**PROBLEM TO SOLVE:** I'd like the records transcribed exactly, leaving the images out.

**Collected data entries:**
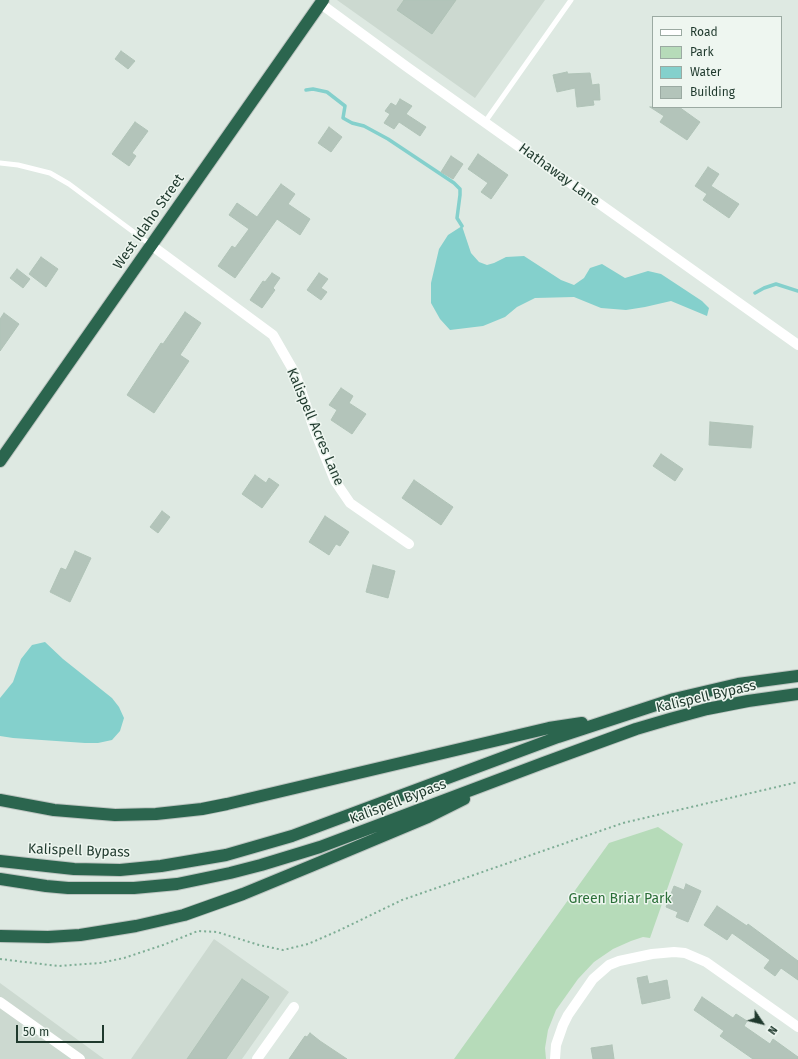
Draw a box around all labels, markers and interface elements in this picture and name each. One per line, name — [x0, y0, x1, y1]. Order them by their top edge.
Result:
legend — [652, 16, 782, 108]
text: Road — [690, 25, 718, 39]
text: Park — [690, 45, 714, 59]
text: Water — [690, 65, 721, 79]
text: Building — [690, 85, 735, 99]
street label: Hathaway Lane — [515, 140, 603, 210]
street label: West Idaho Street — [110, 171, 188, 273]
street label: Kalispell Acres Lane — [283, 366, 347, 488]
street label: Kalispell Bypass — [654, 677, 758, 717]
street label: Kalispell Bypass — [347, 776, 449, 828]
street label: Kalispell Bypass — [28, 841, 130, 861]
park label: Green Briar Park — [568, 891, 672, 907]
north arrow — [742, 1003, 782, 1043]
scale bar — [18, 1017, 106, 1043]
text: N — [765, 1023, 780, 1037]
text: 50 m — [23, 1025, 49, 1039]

**RESULT:**
Draw a box around all labels, markers and interface elements in this picture and name each. One per line, name — [x0, y0, x1, y1]. Order them by their top edge.
Result:
legend — [652, 16, 782, 108]
text: Road — [690, 25, 718, 39]
text: Park — [690, 45, 714, 59]
text: Water — [690, 65, 721, 79]
text: Building — [690, 85, 735, 99]
street label: Hathaway Lane — [515, 140, 603, 210]
street label: West Idaho Street — [110, 171, 188, 273]
street label: Kalispell Acres Lane — [283, 366, 347, 488]
street label: Kalispell Bypass — [654, 677, 758, 717]
street label: Kalispell Bypass — [347, 776, 449, 828]
street label: Kalispell Bypass — [28, 841, 130, 861]
park label: Green Briar Park — [568, 891, 672, 907]
north arrow — [742, 1003, 782, 1043]
scale bar — [18, 1017, 106, 1043]
text: N — [765, 1023, 780, 1037]
text: 50 m — [23, 1025, 49, 1039]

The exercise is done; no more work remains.